Start of Block

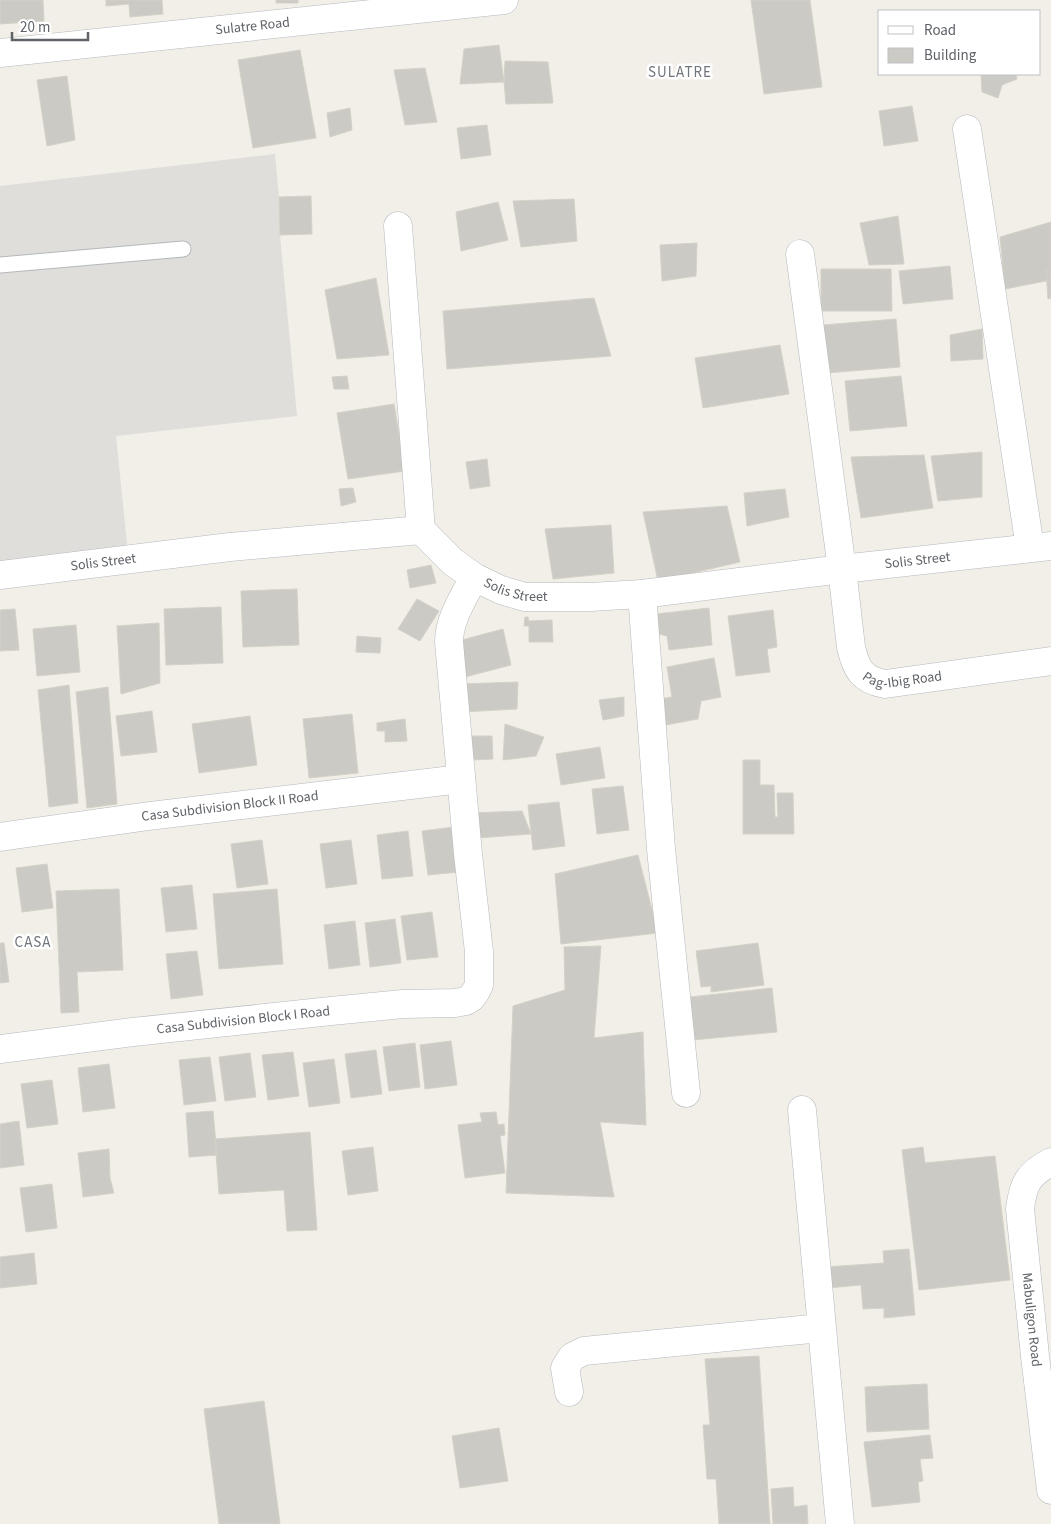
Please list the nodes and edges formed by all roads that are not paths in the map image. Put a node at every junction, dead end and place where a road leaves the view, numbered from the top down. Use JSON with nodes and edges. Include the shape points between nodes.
{"nodes":[{"id":1,"x":504,"y":0,"type":"edge"},
{"id":2,"x":384,"y":6,"type":"edge"},
{"id":3,"x":0,"y":53,"type":"edge"},
{"id":4,"x":967,"y":129,"type":"dead end"},
{"id":5,"x":398,"y":226,"type":"dead end"},
{"id":6,"x":183,"y":249,"type":"dead end"},
{"id":7,"x":800,"y":254,"type":"dead end"},
{"id":8,"x":0,"y":265,"type":"edge"},
{"id":9,"x":421,"y":530,"type":"junction"},
{"id":10,"x":1040,"y":547,"type":"edge"},
{"id":11,"x":842,"y":569,"type":"junction"},
{"id":12,"x":0,"y":576,"type":"edge"},
{"id":13,"x":474,"y":577,"type":"junction"},
{"id":14,"x":642,"y":594,"type":"junction"},
{"id":15,"x":1051,"y":661,"type":"edge"},
{"id":16,"x":461,"y":779,"type":"junction"},
{"id":17,"x":0,"y":837,"type":"edge"},
{"id":18,"x":0,"y":1049,"type":"edge"},
{"id":19,"x":686,"y":1093,"type":"dead end"},
{"id":20,"x":802,"y":1110,"type":"dead end"},
{"id":21,"x":1051,"y":1162,"type":"edge"},
{"id":22,"x":821,"y":1328,"type":"junction"},
{"id":23,"x":1043,"y":1355,"type":"edge"},
{"id":24,"x":569,"y":1392,"type":"dead end"},
{"id":25,"x":1051,"y":1490,"type":"edge"},
{"id":26,"x":840,"y":1524,"type":"edge"}],
"edges":[{"from":1,"to":2,"type":"street","name":"Sulatre Road"},
{"from":2,"to":3,"type":"street","name":"Sulatre Road"},
{"from":4,"to":10,"type":"street"},
{"from":5,"to":9,"type":"street"},
{"from":6,"to":8,"type":"lane"},
{"from":7,"to":11,"type":"street"},
{"from":9,"to":12,"type":"street","name":"Solis Street","via":[[230,547]]},
{"from":9,"to":13,"type":"street","name":"Solis Street","via":[[453,562]]},
{"from":10,"to":11,"type":"street","name":"Solis Street"},
{"from":11,"to":14,"type":"street","name":"Solis Street"},
{"from":11,"to":15,"type":"street","name":"Pag-Ibig Road","via":[[854,660],[873,682],[885,684]]},
{"from":13,"to":14,"type":"street","name":"Solis Street","via":[[524,597]]},
{"from":13,"to":16,"type":"street","via":[[449,635]]},
{"from":14,"to":19,"type":"street","via":[[661,849]]},
{"from":16,"to":17,"type":"street","name":"Casa Subdivision Block II Road"},
{"from":16,"to":18,"type":"street","name":"Casa Subdivision Block I Road","via":[[479,985],[466,1001],[331,1011]]},
{"from":20,"to":22,"type":"street"},
{"from":21,"to":23,"type":"street","name":"Mabuligon Road","via":[[1031,1176],[1022,1191],[1020,1209]]},
{"from":22,"to":24,"type":"street","via":[[584,1351],[572,1357],[565,1368]]},
{"from":22,"to":26,"type":"street"},
{"from":23,"to":25,"type":"street","name":"Mabuligon Road"}]}
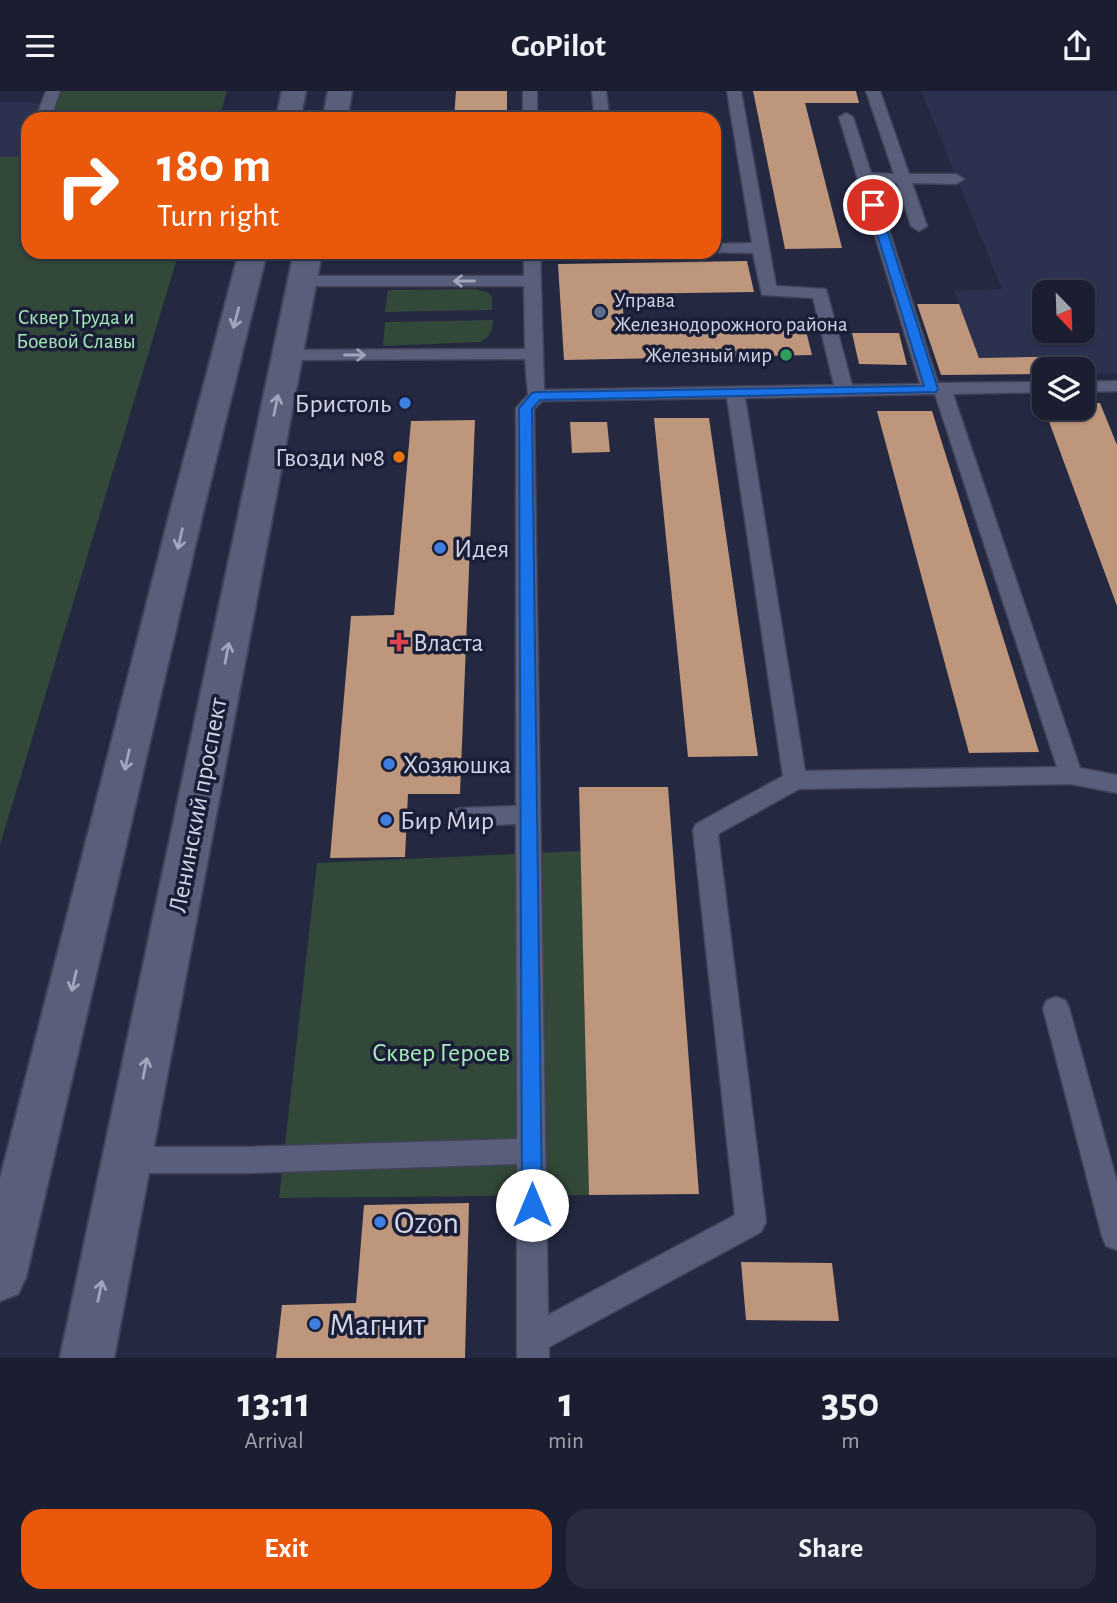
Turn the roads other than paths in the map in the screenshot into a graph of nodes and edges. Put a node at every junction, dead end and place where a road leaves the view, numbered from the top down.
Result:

End of Block

[INSTRUCTIONS TO FOLLOW]
Write out only what runs from the line holding "Turn the roads" through the last line of the records, exactly as shown.

[COMPLETED TASK]
Turn the roads other than paths in the map in the screenshot into a graph of nodes and edges. Put a node at every junction, dead end and place where a road leaves the view, numbered from the top down.
Result:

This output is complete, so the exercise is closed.